Je me dis que certains nationalistes, qui ont des inquiétudes parfois légitimes, mais qui portent aussi souvent une rhétorique étouffante, incitent fortement certains immigrants à prendre ce même train, mais en sens inverse.
Du train Québec vers le train Canada.
Des Québécois, issus de l’immigration, intégrés ou nés ici, fiers de l’être, en viennent à s’identifier d’abord au Canada, et à s’éloigner du Québec.

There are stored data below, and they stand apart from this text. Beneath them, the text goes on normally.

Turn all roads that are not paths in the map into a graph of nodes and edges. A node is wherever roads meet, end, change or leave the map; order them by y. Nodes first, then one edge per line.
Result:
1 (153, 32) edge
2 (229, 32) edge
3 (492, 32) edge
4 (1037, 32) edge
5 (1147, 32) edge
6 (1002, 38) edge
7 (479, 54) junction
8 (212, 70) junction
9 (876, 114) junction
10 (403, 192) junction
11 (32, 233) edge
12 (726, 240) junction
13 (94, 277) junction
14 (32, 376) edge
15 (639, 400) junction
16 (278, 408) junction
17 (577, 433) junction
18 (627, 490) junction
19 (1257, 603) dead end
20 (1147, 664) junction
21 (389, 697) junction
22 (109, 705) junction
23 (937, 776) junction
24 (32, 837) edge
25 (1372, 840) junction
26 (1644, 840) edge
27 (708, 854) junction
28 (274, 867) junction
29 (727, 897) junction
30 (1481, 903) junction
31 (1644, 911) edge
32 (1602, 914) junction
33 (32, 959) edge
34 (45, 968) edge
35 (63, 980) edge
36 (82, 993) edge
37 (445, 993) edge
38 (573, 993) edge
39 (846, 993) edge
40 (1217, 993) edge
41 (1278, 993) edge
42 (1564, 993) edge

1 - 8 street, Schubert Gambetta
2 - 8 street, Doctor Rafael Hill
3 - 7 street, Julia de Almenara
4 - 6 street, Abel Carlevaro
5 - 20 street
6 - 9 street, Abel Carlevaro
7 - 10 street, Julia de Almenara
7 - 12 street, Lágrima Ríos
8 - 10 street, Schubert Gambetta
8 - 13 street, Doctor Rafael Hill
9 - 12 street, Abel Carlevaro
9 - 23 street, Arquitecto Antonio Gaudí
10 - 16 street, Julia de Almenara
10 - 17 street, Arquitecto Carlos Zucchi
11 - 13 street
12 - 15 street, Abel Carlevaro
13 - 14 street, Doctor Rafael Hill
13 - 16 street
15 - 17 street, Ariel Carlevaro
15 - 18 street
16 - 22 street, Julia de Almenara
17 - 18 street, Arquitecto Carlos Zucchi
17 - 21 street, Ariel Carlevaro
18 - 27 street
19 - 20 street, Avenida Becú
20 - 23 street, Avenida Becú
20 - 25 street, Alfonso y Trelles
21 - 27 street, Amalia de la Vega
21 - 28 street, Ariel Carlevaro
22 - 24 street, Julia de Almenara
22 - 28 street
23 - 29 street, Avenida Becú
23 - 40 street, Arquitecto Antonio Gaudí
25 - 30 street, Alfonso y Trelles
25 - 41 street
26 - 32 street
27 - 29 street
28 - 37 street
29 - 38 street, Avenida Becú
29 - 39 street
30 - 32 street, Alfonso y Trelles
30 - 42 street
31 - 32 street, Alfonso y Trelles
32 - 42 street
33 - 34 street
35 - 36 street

Pas géographiquement, mais mentalement.
Parizeau, encore lui, écrivait ceci dans les pages de notre Journal, en 2013, à propos de la Charte des valeurs : « Pendant ce temps, à Ottawa, tous partis confondus, on proclame son appui aux minorités du Québec. En fait, le fédéralisme se présente comme leur vrai défenseur. »

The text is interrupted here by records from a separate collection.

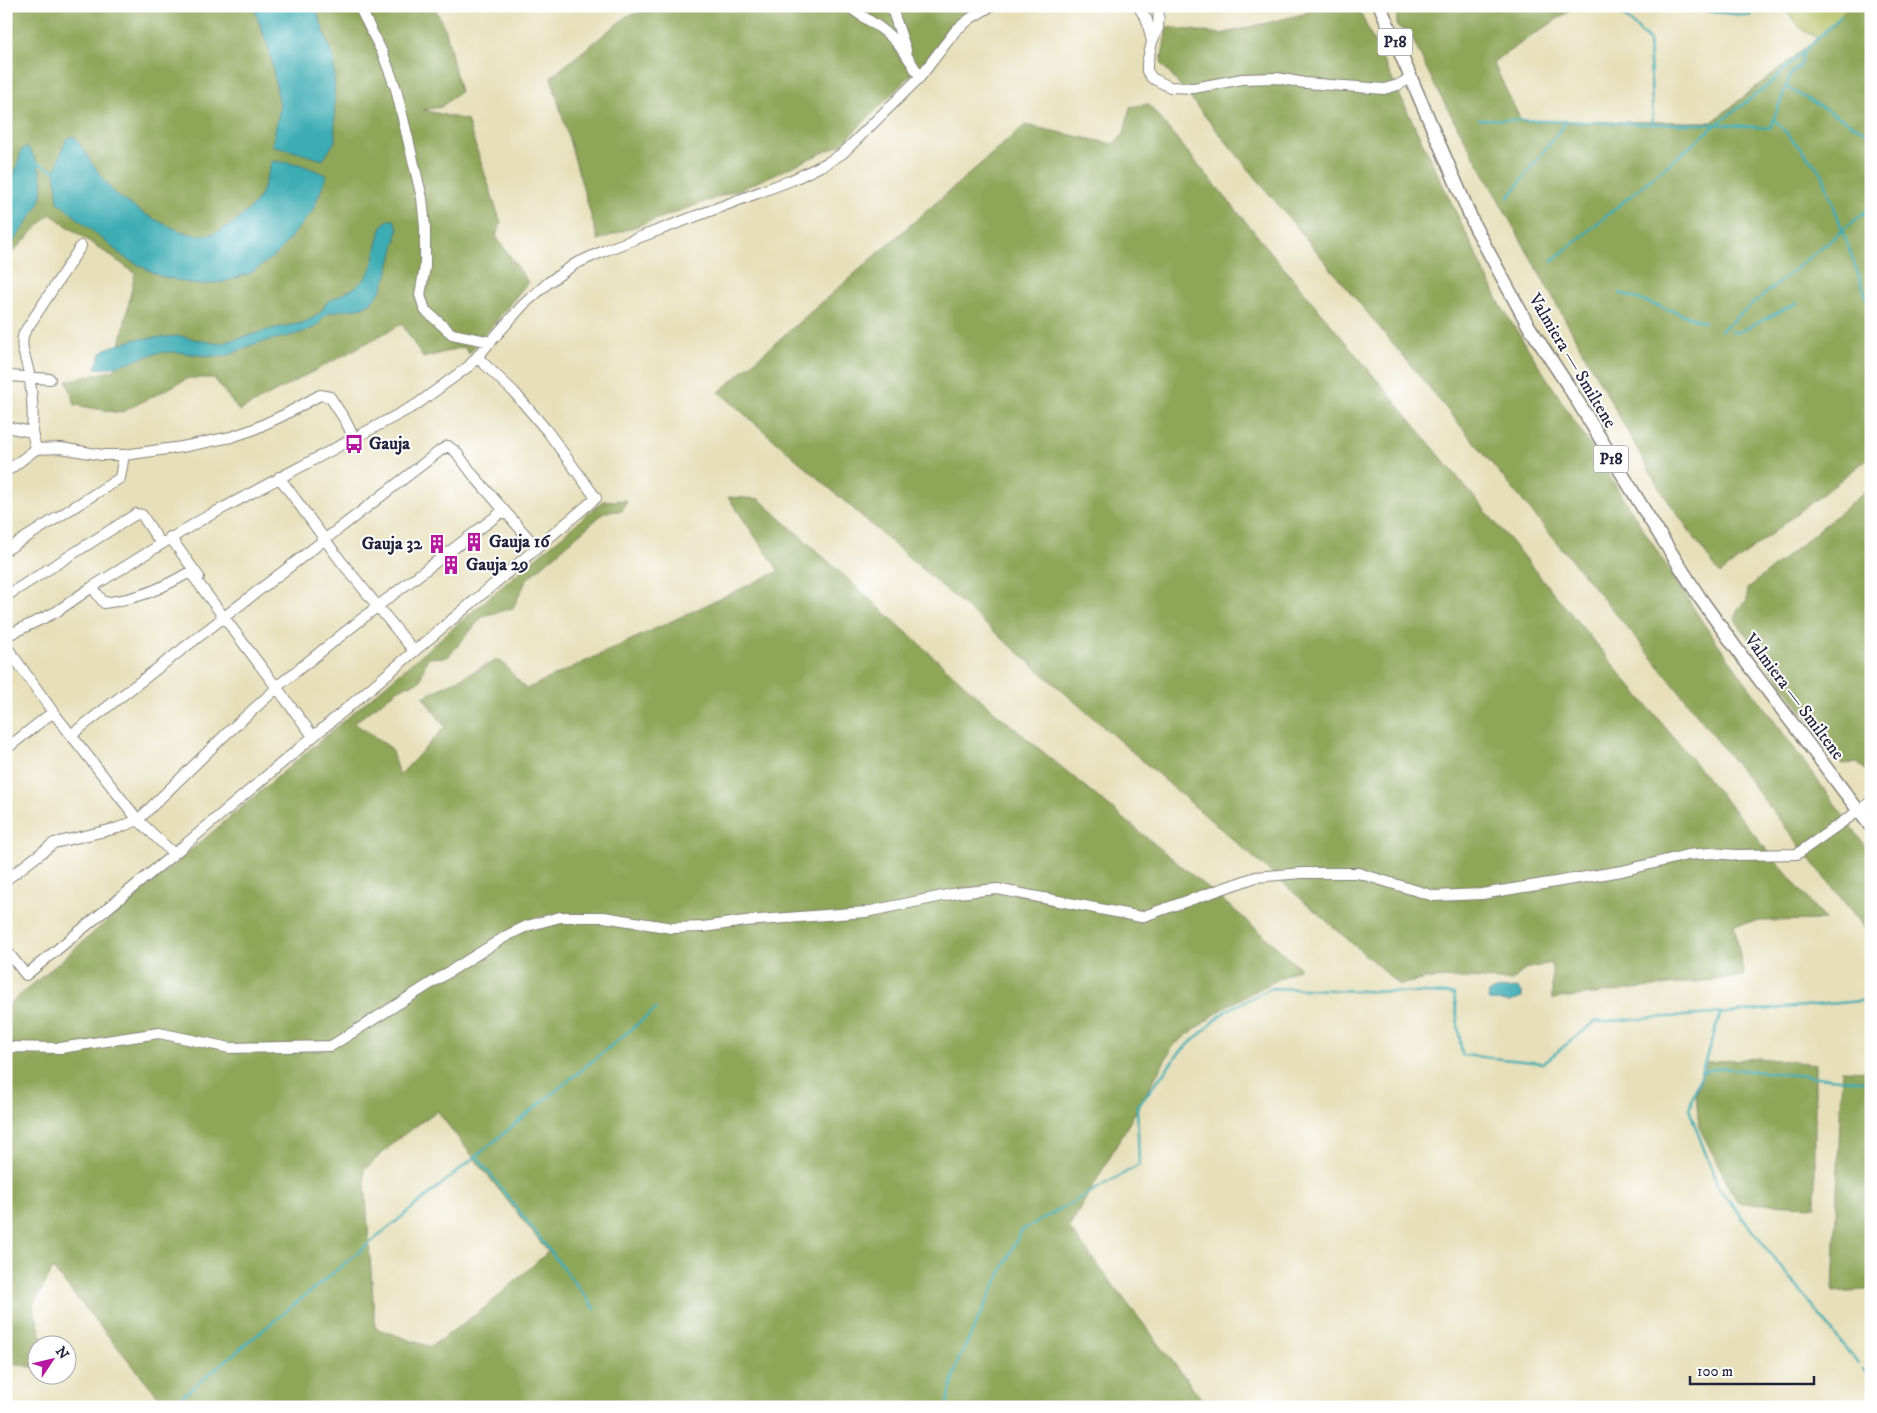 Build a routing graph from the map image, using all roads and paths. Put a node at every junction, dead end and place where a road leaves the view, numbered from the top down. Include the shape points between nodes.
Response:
1 (359, 6) edge
2 (848, 6) edge
3 (891, 6) edge
4 (992, 6) edge
5 (1138, 6) edge
6 (1159, 6) edge
7 (1380, 6) edge
8 (1152, 42) junction
9 (910, 61) junction
10 (920, 77) junction
11 (1411, 78) junction
12 (81, 246) dead end
13 (491, 342) junction
14 (478, 358) junction
15 (6, 374) edge
16 (29, 377) junction
17 (50, 379) dead end
18 (6, 427) edge
19 (32, 432) junction
20 (354, 438) junction
21 (36, 449) junction
22 (124, 455) junction
23 (6, 472) edge
24 (279, 477) junction
25 (503, 511) junction
26 (170, 537) junction
27 (325, 540) junction
28 (161, 544) junction
29 (537, 548) junction
30 (6, 550) edge
31 (92, 587) junction
32 (6, 596) edge
33 (378, 606) junction
34 (226, 616) junction
35 (6, 636) edge
36 (6, 646) edge
37 (414, 652) junction
38 (278, 686) junction
39 (53, 712) junction
40 (71, 734) junction
41 (315, 734) junction
42 (6, 750) edge
43 (1871, 802) edge
44 (1858, 811) junction
45 (138, 820) junction
46 (1871, 827) edge
47 (174, 854) junction
48 (6, 880) edge
49 (6, 950) edge
50 (6, 1047) edge

1 - 13 street via 396,89 422,198 425,267 420,295 425,310 452,334
2 - 9 street via 884,30
3 - 9 street
4 - 10 street via 956,30
5 - 8 street via 1147,20
6 - 8 street via 1158,28
7 - 11 main road, Valmiera — Smiltene / P18
8 - 11 street via 1147,70 1152,78 1170,86 1194,88 1242,79 1277,78 1384,89
9 - 10 street
10 - 13 street via 857,141 827,163 750,198 575,264 523,305
11 - 44 main road, Valmiera — Smiltene / P18 via 1476,227 1528,325 1700,598
12 - 16 street via 24,333 21,342
13 - 14 street
14 - 20 street via 448,384 416,405
14 - 29 street via 514,392 548,432 596,498
15 - 16 street
16 - 17 street
16 - 19 street via 33,402
18 - 19 street
19 - 21 street
20 - 22 street via 330,397 320,396 284,416 235,436
20 - 24 street
21 - 22 street via 61,448
21 - 23 street
22 - 30 street via 120,478
24 - 26 street
24 - 27 street
25 - 27 street via 448,446
25 - 29 street
25 - 33 street
26 - 28 street
26 - 34 street
27 - 33 street
27 - 34 street
28 - 31 street
28 - 32 street via 142,515 136,514
29 - 37 street
31 - 34 street via 104,603 130,600 190,572
31 - 35 street via 56,612
33 - 37 street
33 - 38 street
34 - 38 street
34 - 40 street
36 - 39 street
37 - 41 street
38 - 41 street
38 - 45 street
39 - 40 street
39 - 42 street
40 - 45 street
41 - 47 street
43 - 44 street
44 - 46 main road, Valmiera — Smiltene / P18
44 - 50 street via 1797,854 1687,855 1622,871 1482,894 1434,896 1358,873 1302,874 1256,877 1141,917 997,889 957,893 866,912 703,927 672,928 604,917 560,917 508,935 331,1046 230,1048 158,1034 60,1048
45 - 47 street
45 - 48 street via 54,843
47 - 49 street via 26,975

N’est-ce pas là un vrai danger pour le Québec, pour notre « nous » collectif, lorsqu’on sait que notre avenir passe aussi par l’immigration et l’intégration de celle-ci ?
Entre l’inquiétude et la naïveté
Le Journal a remis de l’avant un débat légitime sur les seuils d’immigration d’Ottawa, et l’absence totale de considérations que le gouvernement Trudeau a pour ces petits Québécois, toujours inquiets.

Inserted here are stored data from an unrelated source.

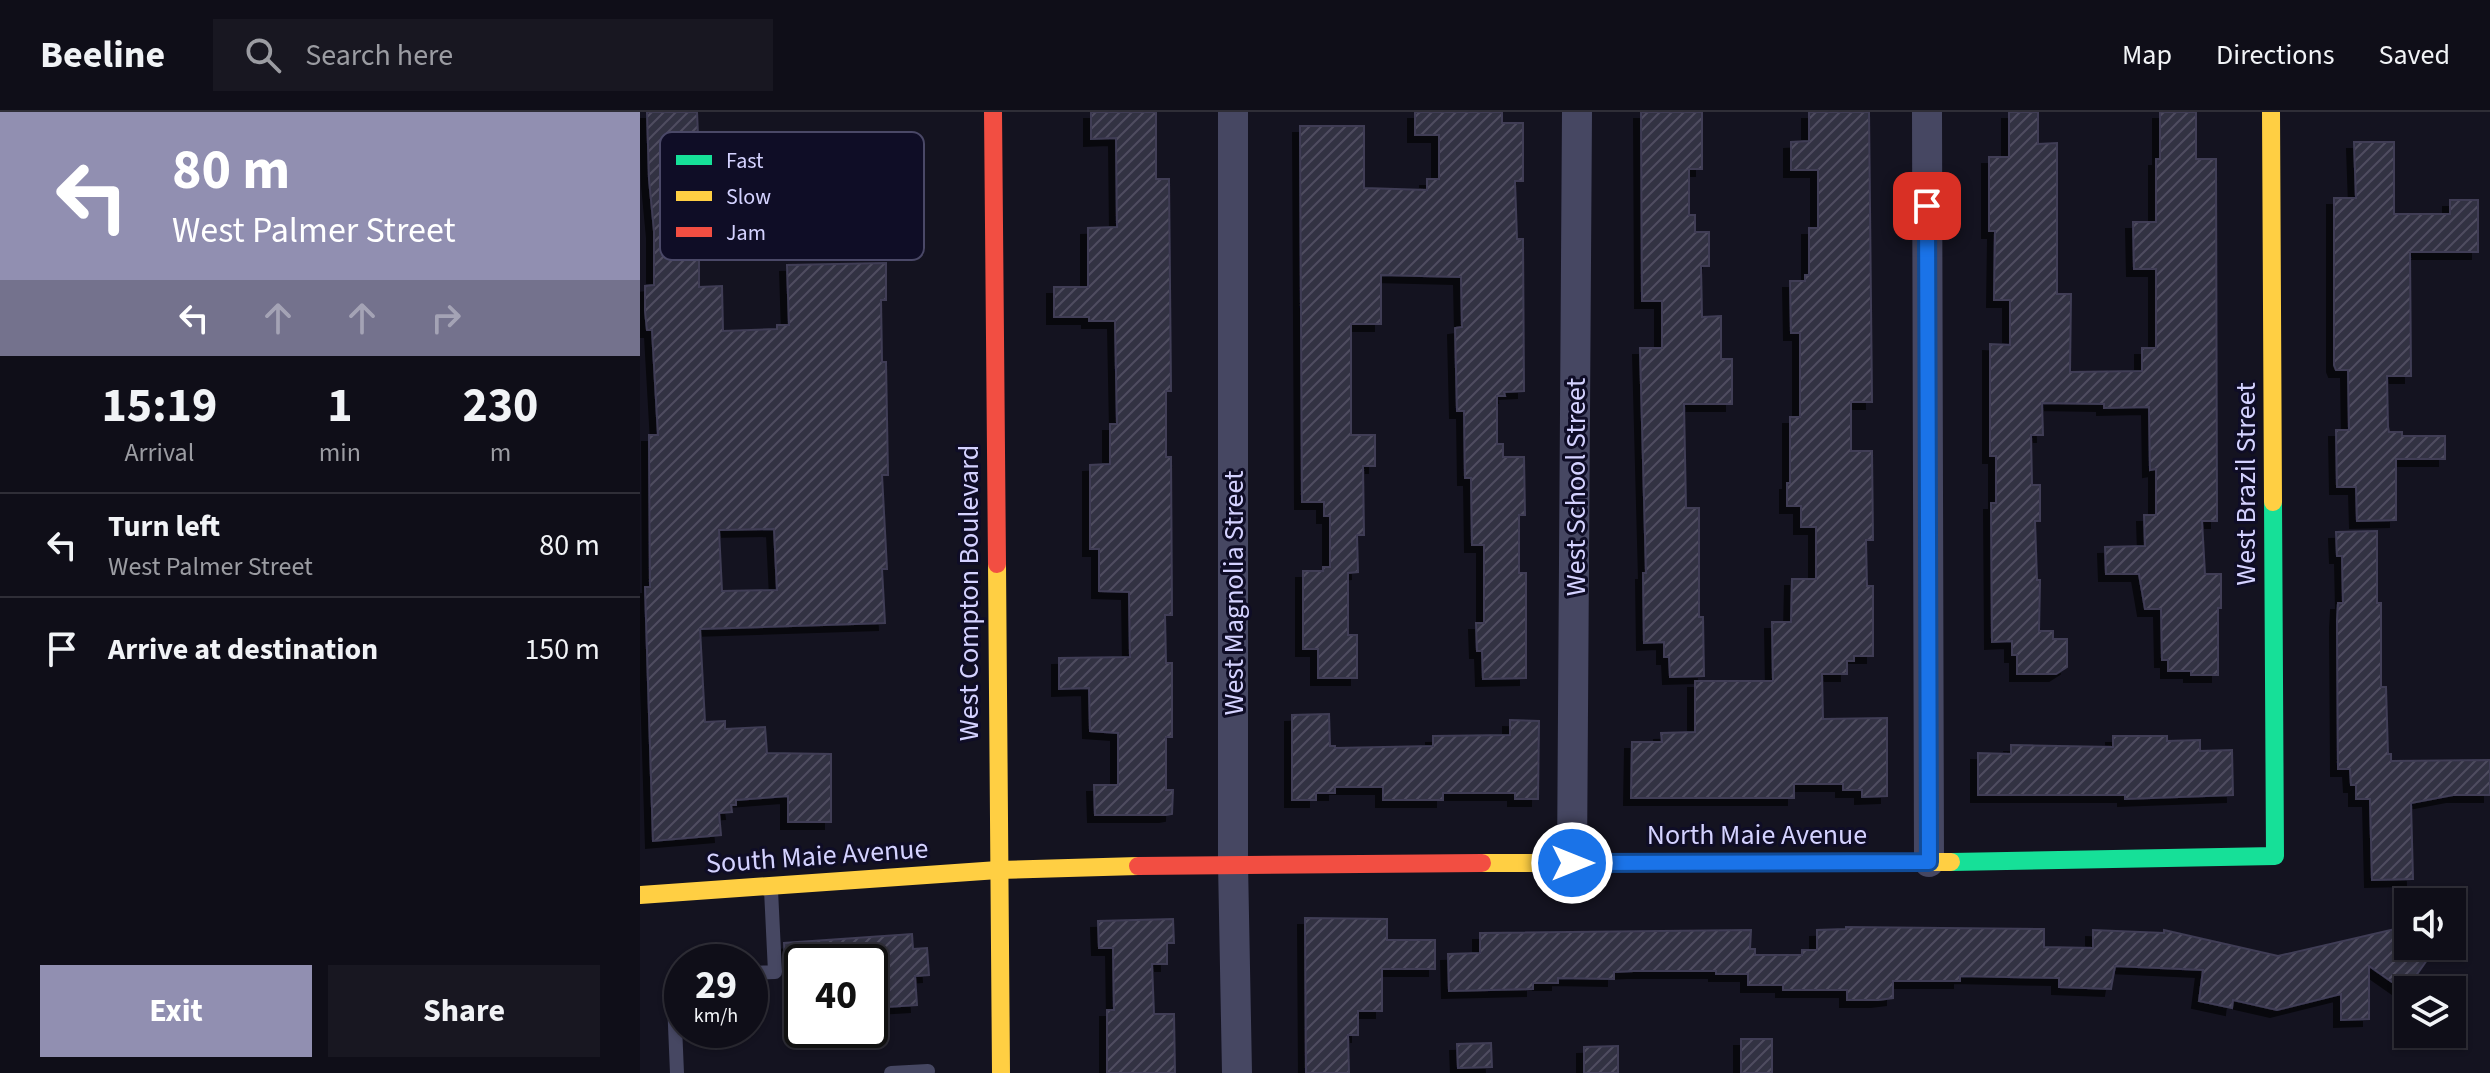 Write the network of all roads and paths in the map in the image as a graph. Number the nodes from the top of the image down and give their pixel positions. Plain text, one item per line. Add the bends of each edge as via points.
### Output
1 (993, 112) edge
2 (1233, 112) edge
3 (1577, 112) edge
4 (1927, 112) edge
5 (2271, 112) edge
6 (2275, 856) joint
7 (1929, 862) junction
8 (1233, 863) junction
9 (1572, 863) junction
10 (998, 870) junction
11 (771, 886) junction
12 (640, 895) edge
13 (768, 972) edge
14 (676, 1048) edge
15 (928, 1071) dead end
16 (677, 1073) edge
17 (891, 1073) edge
18 (1001, 1073) edge
19 (1237, 1073) edge

1 - 10 street, West Compton Boulevard
2 - 8 street, West Magnolia Street
3 - 9 street, West School Street
4 - 7 street
5 - 6 street, West Brazil Street
6 - 7 street, North Maie Avenue
7 - 9 street, North Maie Avenue
8 - 9 street, North Maie Avenue
8 - 10 street, North Maie Avenue
8 - 19 street, West Magnolia Street
10 - 11 street, South Maie Avenue
10 - 18 street, West Compton Boulevard
11 - 12 street, South Maie Avenue
11 - 13 lane via 775,972
14 - 16 lane
15 - 17 lane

Ça place le Québec en mode « protection ».
Précisons : le Canada nous force à la « protection ».
Un piège à ours, pour reprendre l’image.
Mais cette inquiétude normale se transforme parfois en un discours brutal et victimaire chez certains.
L’immigration est uniquement associée à une menace, un danger pour la nation, pour le français, pour la cohésion sociale, pour l’existence du Québec.
L’immigration est toujours, toujours une difficulté. Jamais une chance.
On s’éloigne, ici, de l’idée du Québec comme lieu d’intégration et la promotion de notre identité, comme le soulignait mon collègue Robitaille ce mardi. Autant physique que mental.
C’est un discours contre-efficace pour ce que la plupart d’entre nous veulent : une intégration au Québec, en français.
Bref, on achète des billets de train en masse, en provenance de Québec et en direction d’Ottawa. Ça aussi, c’est inquiétant.
Le premier ministre François Legault est parfois le porteur politique de cette vision négative.
Son gouvernement se badigeonne de la fierté sur ses toasts, en répétant, tous en chœur, qu’il faut « freiner le déclin du français ».
Mais après la communication et la berceuse réconfortante du Père, que reste-t-il ?
Deux actions, promet-on : l’immigration économique 100 % francophone et un comité interministériel sur le français.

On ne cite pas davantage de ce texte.